* _Dataset extract_
····················

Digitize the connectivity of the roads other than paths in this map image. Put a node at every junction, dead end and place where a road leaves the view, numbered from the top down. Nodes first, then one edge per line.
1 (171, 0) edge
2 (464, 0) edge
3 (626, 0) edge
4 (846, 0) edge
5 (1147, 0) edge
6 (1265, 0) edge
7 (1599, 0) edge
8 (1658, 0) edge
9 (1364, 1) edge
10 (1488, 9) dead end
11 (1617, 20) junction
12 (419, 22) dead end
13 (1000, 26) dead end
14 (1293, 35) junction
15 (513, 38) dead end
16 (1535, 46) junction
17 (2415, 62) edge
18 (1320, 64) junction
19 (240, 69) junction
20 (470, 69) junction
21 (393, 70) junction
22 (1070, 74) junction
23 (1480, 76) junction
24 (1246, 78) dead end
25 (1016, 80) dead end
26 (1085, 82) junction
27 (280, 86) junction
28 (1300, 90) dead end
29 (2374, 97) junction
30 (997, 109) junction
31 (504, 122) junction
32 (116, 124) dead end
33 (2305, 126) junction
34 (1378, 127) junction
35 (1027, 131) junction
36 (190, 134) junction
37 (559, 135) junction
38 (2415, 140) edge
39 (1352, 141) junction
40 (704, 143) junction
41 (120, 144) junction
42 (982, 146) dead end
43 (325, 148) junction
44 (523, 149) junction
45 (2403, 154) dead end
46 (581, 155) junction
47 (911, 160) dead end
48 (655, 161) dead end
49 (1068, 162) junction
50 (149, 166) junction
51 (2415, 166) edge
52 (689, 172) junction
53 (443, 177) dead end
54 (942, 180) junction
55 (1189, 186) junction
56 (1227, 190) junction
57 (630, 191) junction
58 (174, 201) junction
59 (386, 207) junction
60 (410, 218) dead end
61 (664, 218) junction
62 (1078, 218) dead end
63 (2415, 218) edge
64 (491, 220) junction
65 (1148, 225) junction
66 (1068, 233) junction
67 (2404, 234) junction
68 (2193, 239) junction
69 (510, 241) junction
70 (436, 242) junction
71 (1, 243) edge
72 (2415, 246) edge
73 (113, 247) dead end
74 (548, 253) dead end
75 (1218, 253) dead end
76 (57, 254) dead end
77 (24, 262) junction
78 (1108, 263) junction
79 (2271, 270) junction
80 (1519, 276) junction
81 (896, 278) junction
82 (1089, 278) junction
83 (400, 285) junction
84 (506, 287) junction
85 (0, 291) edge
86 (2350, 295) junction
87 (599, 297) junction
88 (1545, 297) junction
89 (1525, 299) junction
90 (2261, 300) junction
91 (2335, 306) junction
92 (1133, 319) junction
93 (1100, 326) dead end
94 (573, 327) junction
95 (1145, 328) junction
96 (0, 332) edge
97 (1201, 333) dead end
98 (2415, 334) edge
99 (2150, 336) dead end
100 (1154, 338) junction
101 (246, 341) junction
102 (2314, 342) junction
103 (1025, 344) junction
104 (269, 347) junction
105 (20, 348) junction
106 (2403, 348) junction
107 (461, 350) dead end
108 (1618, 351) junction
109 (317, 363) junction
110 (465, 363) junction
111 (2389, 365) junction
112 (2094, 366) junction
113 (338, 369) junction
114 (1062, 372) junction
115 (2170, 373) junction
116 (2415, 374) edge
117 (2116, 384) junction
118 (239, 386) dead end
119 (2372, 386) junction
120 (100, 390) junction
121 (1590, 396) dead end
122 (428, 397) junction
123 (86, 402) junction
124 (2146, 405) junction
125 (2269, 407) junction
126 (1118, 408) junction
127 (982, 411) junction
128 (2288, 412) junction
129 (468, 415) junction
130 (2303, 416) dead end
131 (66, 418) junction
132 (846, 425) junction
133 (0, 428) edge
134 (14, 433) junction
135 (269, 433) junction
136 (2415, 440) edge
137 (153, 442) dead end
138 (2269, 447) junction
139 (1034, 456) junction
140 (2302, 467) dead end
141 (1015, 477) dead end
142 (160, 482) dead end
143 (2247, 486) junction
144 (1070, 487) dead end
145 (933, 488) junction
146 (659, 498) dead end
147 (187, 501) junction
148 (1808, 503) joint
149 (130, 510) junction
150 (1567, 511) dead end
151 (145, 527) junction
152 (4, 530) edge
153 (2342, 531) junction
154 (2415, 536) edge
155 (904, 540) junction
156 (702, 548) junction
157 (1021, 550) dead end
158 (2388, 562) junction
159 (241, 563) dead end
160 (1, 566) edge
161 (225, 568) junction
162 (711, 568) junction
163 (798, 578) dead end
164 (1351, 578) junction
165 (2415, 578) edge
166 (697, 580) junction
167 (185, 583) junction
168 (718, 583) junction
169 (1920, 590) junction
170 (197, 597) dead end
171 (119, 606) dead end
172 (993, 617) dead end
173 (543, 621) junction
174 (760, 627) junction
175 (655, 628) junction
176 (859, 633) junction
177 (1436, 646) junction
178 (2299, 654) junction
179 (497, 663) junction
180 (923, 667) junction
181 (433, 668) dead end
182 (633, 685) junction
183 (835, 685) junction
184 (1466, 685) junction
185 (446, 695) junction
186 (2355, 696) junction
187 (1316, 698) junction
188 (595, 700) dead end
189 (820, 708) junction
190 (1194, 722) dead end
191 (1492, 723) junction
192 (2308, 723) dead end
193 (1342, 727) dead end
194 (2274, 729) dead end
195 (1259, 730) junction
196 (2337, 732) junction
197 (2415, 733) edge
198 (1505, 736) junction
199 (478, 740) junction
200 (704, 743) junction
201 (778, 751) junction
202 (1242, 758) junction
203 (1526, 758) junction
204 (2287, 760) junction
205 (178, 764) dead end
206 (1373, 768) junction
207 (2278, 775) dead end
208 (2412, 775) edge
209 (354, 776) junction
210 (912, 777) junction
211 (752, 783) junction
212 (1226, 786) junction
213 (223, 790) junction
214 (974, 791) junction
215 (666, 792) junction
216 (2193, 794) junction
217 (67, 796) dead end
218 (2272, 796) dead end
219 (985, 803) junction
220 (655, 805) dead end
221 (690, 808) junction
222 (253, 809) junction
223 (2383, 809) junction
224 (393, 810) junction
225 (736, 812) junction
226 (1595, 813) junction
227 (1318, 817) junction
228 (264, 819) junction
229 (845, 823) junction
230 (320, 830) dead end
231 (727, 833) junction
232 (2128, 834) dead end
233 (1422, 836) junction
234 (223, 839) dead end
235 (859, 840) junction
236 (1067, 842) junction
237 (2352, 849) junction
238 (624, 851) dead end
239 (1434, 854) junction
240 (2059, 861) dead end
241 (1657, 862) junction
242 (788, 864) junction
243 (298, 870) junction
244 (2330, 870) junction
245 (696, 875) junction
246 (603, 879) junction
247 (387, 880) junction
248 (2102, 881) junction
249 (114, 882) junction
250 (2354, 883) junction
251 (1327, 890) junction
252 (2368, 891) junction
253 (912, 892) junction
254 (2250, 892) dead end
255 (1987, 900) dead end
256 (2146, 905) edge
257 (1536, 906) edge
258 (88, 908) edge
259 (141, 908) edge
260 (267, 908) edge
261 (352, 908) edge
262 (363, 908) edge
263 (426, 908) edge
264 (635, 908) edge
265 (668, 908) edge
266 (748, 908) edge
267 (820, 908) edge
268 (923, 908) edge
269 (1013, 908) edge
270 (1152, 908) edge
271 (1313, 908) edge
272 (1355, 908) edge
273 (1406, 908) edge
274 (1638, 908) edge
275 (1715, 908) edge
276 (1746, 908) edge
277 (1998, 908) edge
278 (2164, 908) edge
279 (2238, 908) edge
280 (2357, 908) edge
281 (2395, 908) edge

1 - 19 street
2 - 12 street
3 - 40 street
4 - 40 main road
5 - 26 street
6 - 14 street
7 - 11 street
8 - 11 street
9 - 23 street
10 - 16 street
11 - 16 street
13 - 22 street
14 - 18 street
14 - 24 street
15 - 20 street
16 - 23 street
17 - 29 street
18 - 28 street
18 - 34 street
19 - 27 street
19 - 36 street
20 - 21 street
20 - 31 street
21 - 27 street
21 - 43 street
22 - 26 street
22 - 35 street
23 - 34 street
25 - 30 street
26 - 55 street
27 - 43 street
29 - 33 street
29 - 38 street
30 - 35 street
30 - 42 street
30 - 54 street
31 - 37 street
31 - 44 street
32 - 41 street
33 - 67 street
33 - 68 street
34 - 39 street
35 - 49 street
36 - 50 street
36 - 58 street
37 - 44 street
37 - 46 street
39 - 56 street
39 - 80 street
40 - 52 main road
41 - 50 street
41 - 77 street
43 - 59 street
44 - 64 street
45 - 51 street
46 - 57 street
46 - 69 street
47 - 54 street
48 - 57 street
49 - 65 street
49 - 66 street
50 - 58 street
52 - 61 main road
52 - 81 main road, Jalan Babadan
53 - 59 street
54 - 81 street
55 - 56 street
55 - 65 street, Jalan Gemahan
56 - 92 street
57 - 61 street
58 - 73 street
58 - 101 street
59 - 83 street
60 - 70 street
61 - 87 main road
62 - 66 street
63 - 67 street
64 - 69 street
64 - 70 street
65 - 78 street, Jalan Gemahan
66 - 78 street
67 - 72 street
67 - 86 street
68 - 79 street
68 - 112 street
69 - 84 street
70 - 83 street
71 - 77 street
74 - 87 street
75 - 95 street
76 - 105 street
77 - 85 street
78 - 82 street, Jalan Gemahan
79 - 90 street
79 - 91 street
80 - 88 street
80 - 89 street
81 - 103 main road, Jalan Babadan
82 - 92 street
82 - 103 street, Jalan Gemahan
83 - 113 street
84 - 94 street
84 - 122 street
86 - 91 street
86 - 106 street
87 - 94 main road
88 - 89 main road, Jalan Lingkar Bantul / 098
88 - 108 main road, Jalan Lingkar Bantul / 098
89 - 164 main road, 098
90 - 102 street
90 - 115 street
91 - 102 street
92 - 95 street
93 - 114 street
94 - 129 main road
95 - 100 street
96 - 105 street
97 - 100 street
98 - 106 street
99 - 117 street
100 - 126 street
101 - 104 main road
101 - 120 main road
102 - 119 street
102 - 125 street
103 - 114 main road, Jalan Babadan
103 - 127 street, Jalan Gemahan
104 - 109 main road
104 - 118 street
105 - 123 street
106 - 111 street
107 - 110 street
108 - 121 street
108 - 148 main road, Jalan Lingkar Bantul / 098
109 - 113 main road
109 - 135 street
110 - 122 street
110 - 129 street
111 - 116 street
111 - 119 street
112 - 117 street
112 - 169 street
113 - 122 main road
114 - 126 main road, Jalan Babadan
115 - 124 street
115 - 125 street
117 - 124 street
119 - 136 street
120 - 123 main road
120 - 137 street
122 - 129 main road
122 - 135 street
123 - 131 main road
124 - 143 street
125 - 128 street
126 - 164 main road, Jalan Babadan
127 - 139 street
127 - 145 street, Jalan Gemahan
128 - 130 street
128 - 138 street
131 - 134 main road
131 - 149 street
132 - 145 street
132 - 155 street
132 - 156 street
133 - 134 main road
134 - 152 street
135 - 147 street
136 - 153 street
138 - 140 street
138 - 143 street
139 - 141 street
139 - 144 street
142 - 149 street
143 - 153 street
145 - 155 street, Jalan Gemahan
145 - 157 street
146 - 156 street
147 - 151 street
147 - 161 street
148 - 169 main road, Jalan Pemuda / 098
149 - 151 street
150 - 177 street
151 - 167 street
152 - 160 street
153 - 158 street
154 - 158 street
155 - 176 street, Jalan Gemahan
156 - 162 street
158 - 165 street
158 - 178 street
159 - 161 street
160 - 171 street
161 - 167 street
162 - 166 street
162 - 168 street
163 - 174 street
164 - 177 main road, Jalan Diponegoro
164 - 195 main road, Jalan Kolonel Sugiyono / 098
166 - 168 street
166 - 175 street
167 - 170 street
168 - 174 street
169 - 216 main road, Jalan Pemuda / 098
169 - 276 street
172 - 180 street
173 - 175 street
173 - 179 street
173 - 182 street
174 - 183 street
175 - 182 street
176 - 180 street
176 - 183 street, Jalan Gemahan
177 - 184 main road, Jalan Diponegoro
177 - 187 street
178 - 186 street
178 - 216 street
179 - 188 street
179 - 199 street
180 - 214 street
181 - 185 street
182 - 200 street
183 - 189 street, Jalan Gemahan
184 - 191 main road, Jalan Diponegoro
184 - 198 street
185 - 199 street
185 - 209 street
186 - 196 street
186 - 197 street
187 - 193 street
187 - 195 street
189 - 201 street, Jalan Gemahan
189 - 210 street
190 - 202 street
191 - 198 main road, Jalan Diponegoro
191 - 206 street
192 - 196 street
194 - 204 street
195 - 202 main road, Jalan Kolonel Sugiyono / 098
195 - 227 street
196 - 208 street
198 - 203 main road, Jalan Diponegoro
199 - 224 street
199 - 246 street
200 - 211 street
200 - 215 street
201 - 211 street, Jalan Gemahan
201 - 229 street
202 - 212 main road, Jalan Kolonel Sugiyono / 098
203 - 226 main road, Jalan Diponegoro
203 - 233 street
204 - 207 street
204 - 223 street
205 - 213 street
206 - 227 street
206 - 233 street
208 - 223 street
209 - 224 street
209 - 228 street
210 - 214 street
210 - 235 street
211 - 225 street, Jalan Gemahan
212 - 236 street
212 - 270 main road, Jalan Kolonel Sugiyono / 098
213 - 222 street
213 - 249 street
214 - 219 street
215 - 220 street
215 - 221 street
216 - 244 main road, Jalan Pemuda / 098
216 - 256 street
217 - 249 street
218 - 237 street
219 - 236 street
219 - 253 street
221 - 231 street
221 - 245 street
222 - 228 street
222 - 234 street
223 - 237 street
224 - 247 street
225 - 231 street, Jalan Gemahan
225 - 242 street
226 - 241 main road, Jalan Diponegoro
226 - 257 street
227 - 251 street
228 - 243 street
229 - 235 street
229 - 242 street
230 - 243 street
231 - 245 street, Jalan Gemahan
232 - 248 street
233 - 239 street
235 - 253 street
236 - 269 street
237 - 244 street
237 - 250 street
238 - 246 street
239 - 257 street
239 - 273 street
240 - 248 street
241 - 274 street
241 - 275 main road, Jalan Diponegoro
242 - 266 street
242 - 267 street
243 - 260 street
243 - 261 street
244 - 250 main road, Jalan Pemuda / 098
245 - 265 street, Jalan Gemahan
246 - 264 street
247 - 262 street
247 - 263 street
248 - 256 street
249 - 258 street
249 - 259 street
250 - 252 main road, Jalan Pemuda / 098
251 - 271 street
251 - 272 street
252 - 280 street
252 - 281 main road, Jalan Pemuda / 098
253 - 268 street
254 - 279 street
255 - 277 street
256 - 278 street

····················

* _Work order_
Go through the material and copy out every line with "Babadan" in it.

* _Reply to the task_
52 - 81 main road, Jalan Babadan
81 - 103 main road, Jalan Babadan
103 - 114 main road, Jalan Babadan
114 - 126 main road, Jalan Babadan
126 - 164 main road, Jalan Babadan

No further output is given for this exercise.